Even hyenas that are strange to each other would rather avoid battle than recklessly try to kill each other. Usually, scent marking territories avoids conflicts: if a lone hyena should enter a hostile territory anyway, it keeps a low profile and stays out in the borders. Female hyenas are treated with more hostility than males, since males from different clans are needed for breeding in the clan. Strangers are rarely accepted in a clan, but if so, they are usually placed at the bottom of the ranking system. If a clan member spots an intruder, it will quickly start scent marking, to make the intruder aware that he is not welcome. Furthermore, the clan member will raise its tail and make a whooping noise to warn the rest of the clan. Typically, the intruder will slink away before any physical contact is made.

 

Clan Warfare: The situation is different, however, when it comes to two clans fighting each other. Hyena clans may try to take over weaker clans' territories, because of lack of prey or peace in their own territory. Human interaction is especially a reason for some clans do this: the more hyena territories shrink in and the wild animals are chased away to protect the livestock of the farmers, the more this tense clan rivalry is sharpened.
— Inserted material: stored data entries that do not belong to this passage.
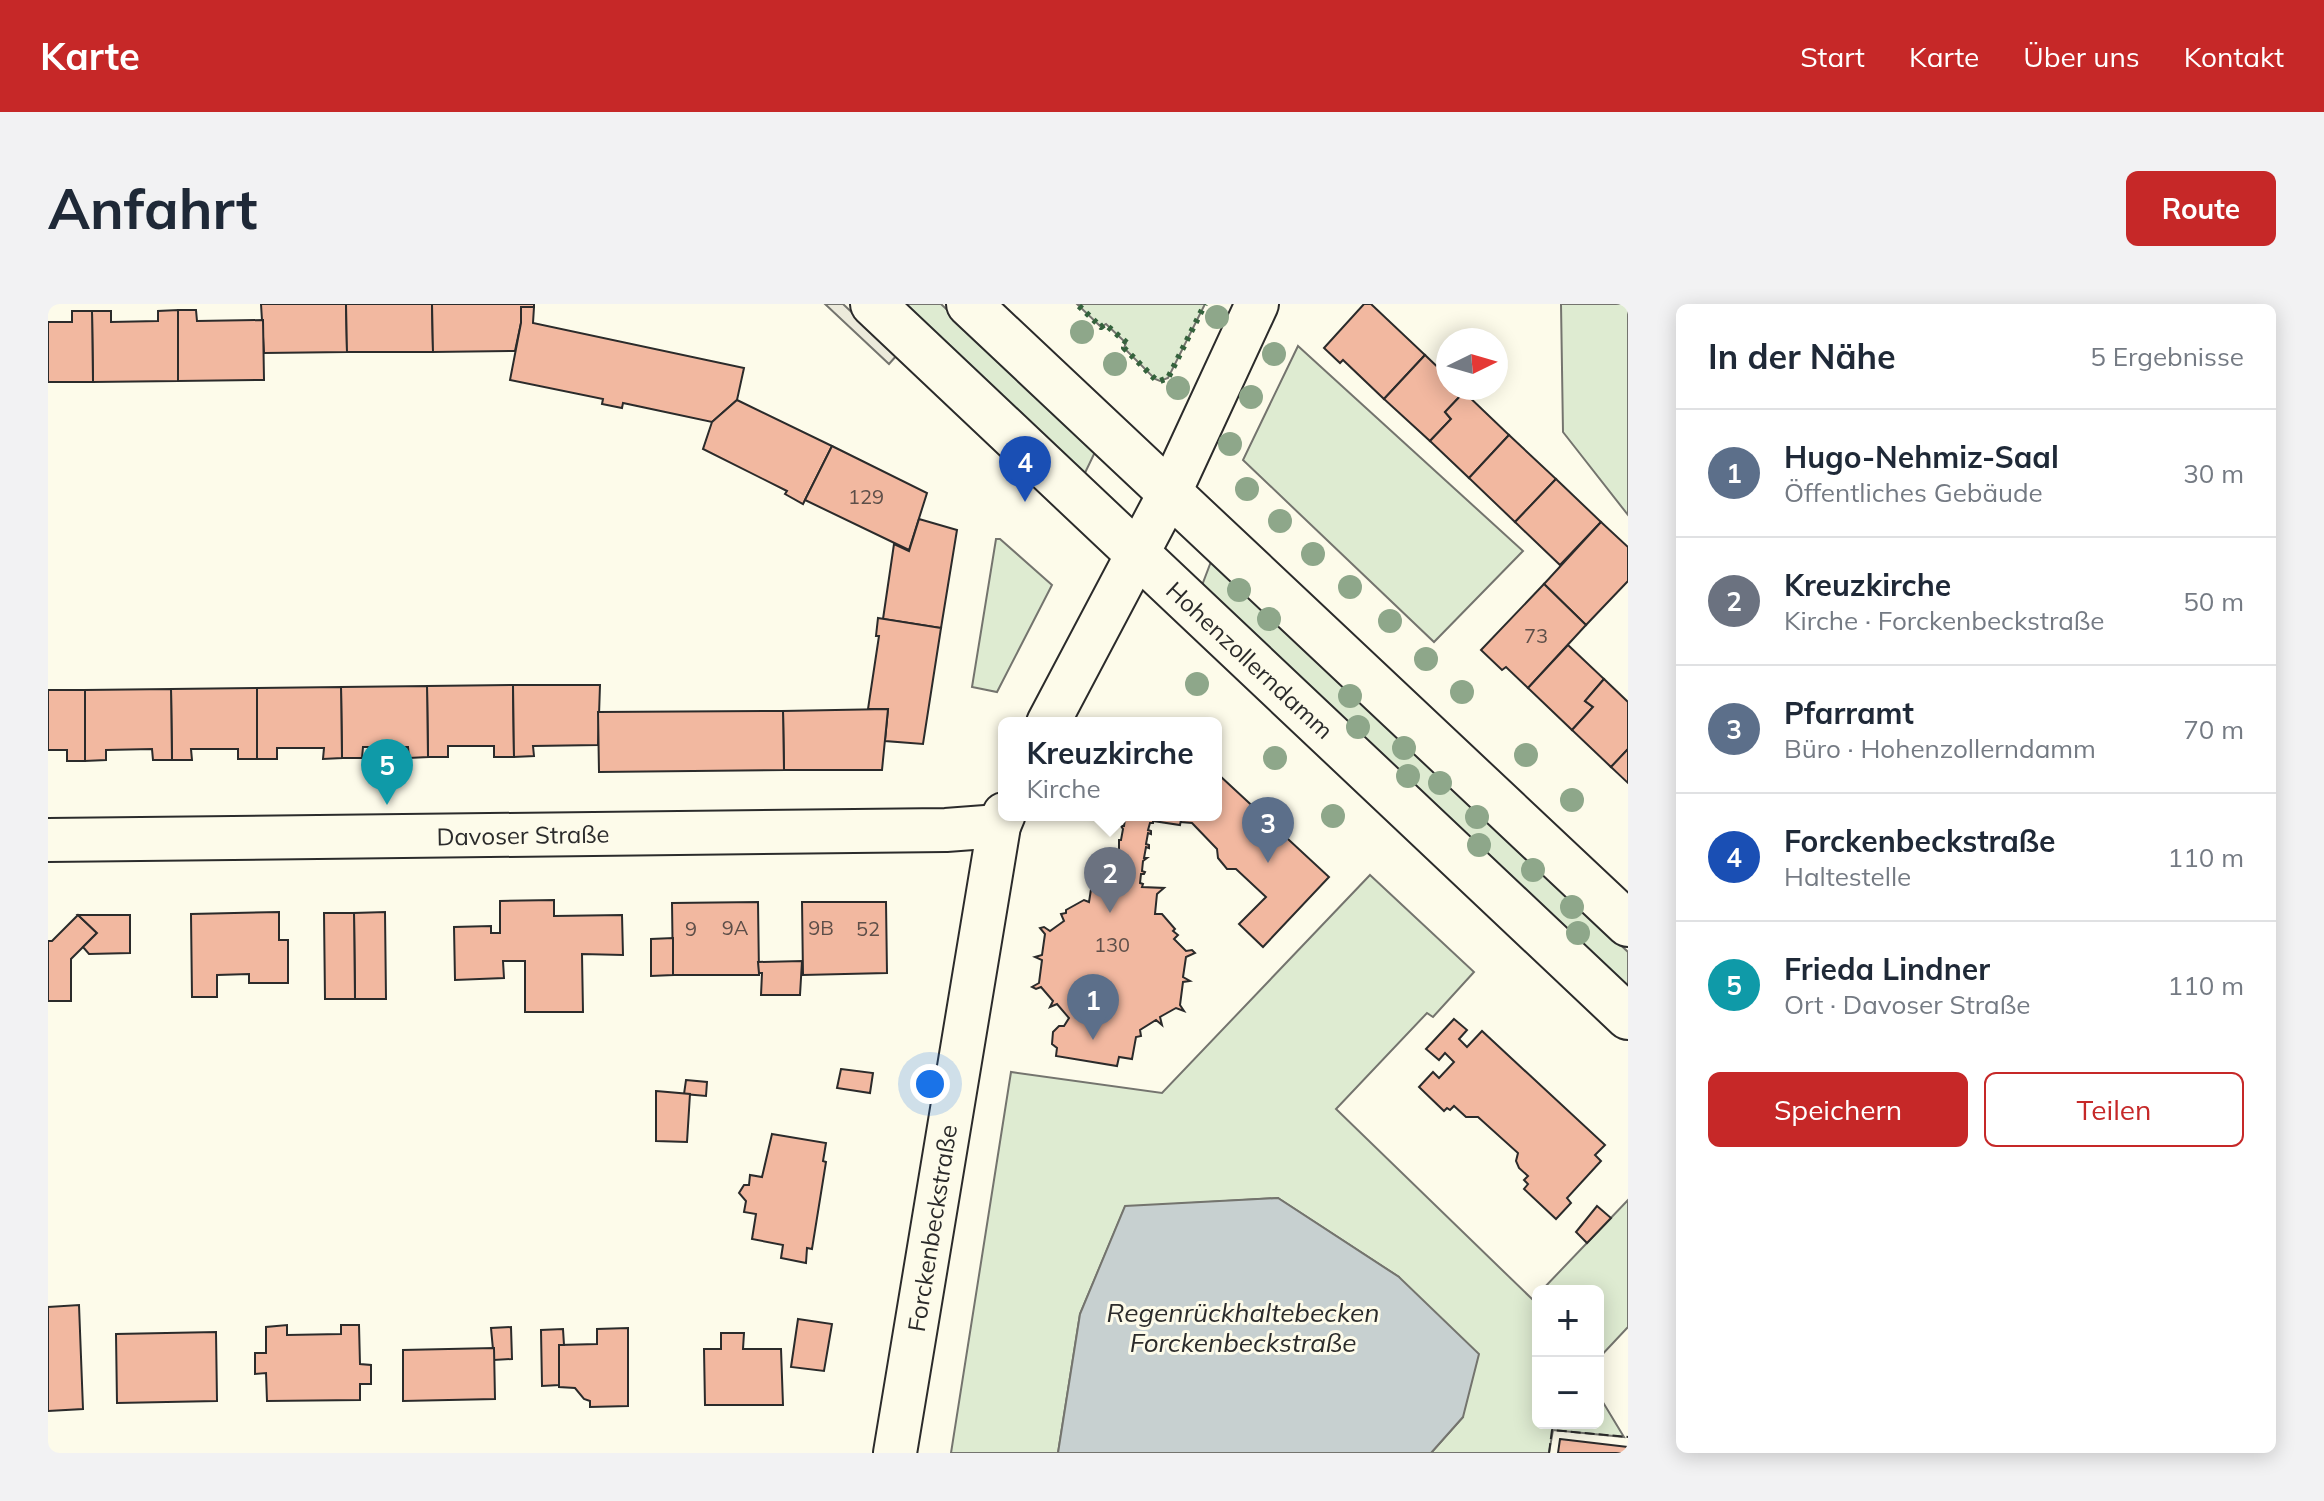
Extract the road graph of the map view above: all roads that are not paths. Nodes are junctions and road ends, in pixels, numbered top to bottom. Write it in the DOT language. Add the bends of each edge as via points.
graph roads {
  1 [pos="873,304"];
  2 [pos="969,304"];
  3 [pos="1257,304"];
  4 [pos="1170,492"];
  5 [pos="1138,554"];
  6 [pos="1051,717"];
  7 [pos="998,820"];
  8 [pos="1001,821"];
  9 [pos="48,840"];
  10 [pos="1628,924"];
  11 [pos="1628,1017"];
  12 [pos="895,1453"];
  1 -- 5 [label="main road, Hohenzollerndamm"];
  2 -- 4 [label="main road"];
  3 -- 4 [label="street"];
  4 -- 5 [label="street"];
  4 -- 10 [label="main road"];
  5 -- 6 [label="street"];
  5 -- 11 [label="main road, Hohenzollerndamm"];
  7 -- 9 [label="street, Davoser Straße" via="922,830"];
  8 -- 12 [label="street, Forckenbeckstraße"];
}
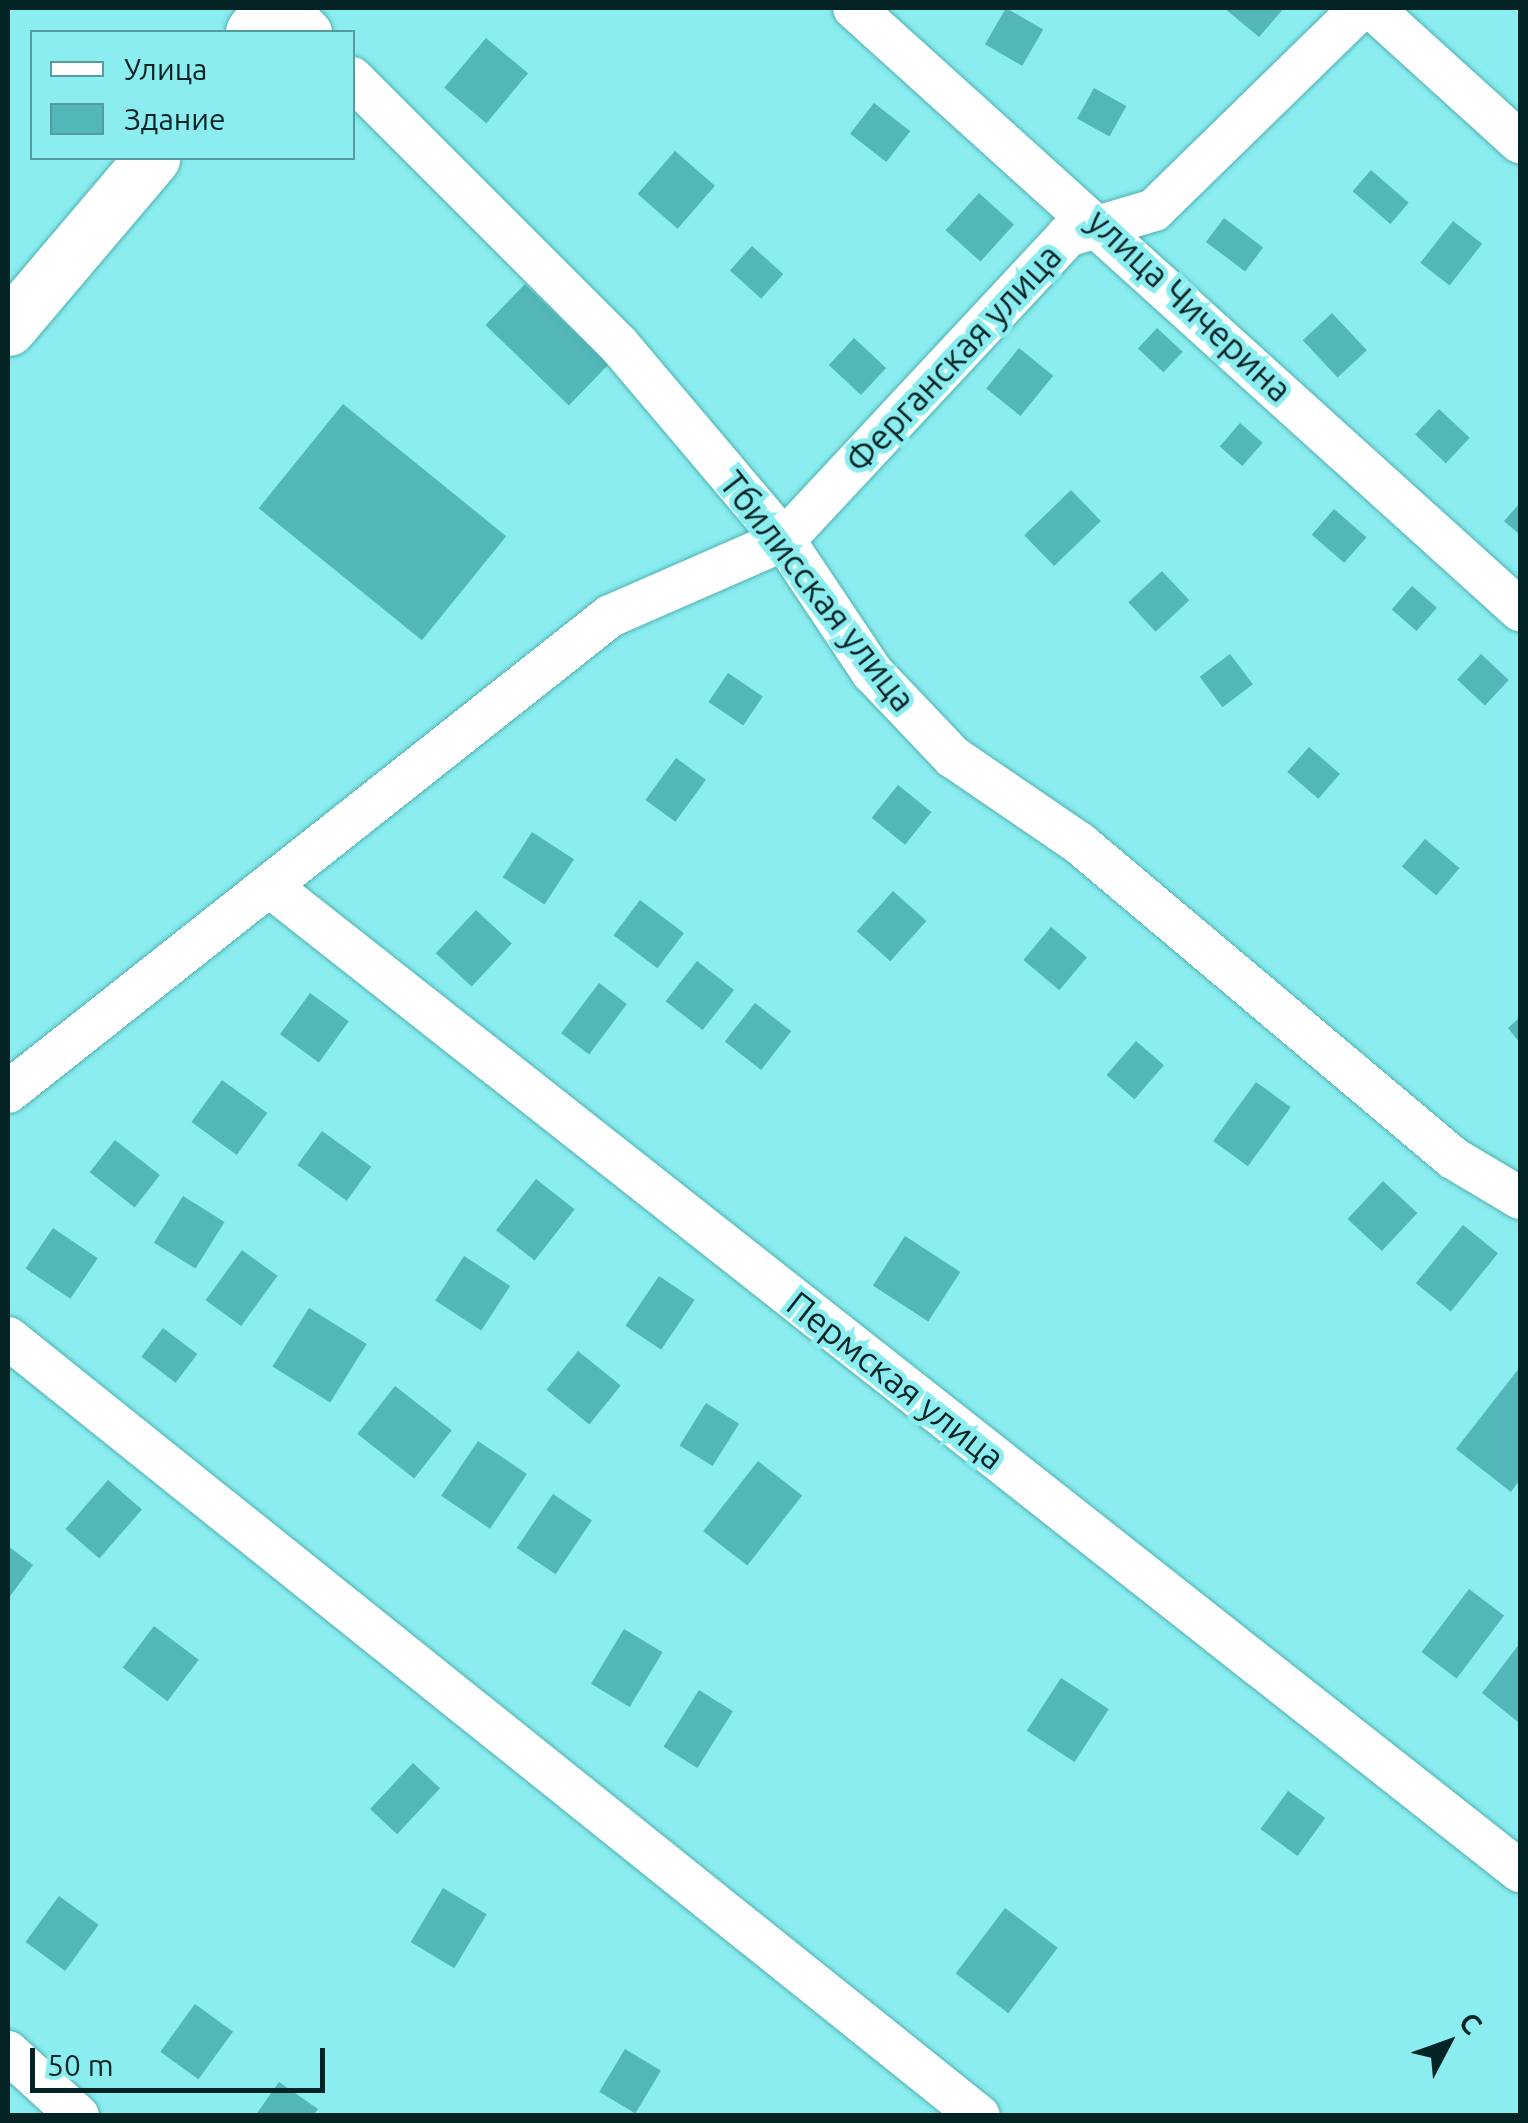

Digestive Dynamo: Hyenas have extremely strong jaws and compared to their body size, they are the most powerful of the Animal Kingdom. They also have a very powerful digestive system with highly acidic fluids. This makes them capable of eating and digesting their entire prey - including skin, teeth, horns, hooves and even bones. Since they eat carcasses, their digestion system deals very well with bacteria as well.

The Clan Can: A group of spotted hyenas (called a "clan") can include 5-90 members and is led by a single alpha female called the matriarch. A complicated social hierarchy governs the clan, which cubs often learn before they begin to walk. Females are the dominant members, followed in rank by cubs, while adult males rank lowest. Male hyenas, which are usually smaller and less aggressive than females, often leave the clan when they are about two years old. Females tend to mate with males from other clans, thereby preventing inbreeding.

Unlike many other animals, female hyenas very rarely mate with highly aggressive males. Instead, they select calm, patient and charming mates. Patience is especially important since courtship can last as long as a year.

For this reason, dominant and impatient males have difficulty finding mates. Despite the complicated courtship, the female raises her pups without the male.


Half-man, Half-woman? One unusual feature of the hyena is that females have a pseudo-penis. Female hyenas give birth, copulate, and urinate through their pseudo-penis. Their pseudo-penis actually stretches to allow for the male penis to enter for copulation, so they have total sexual control over who is allowed to mate with them. The pseudo-penis also stretches during birth. Researchers originally thought that one of the things that causes this masculinisation of the genitals is androgens that are expressed to the foetus very early on in its development. But it was discovered that when the androgens are held back from the foetus, you still get masculinization of the genitalia of the females, so scientists still have not worked out what causes the development of the pseudo-penis.


Survivors: In ancient times, large hyenas ranged over much of Europe and Asia, but they are much reduced in range and diversity today. Only four species survive: the spotted, brown, and striped hyenas (which together make up the subfamily Hyaeninae), and the aardwolf, which is the only member of the subfamily Protelinae.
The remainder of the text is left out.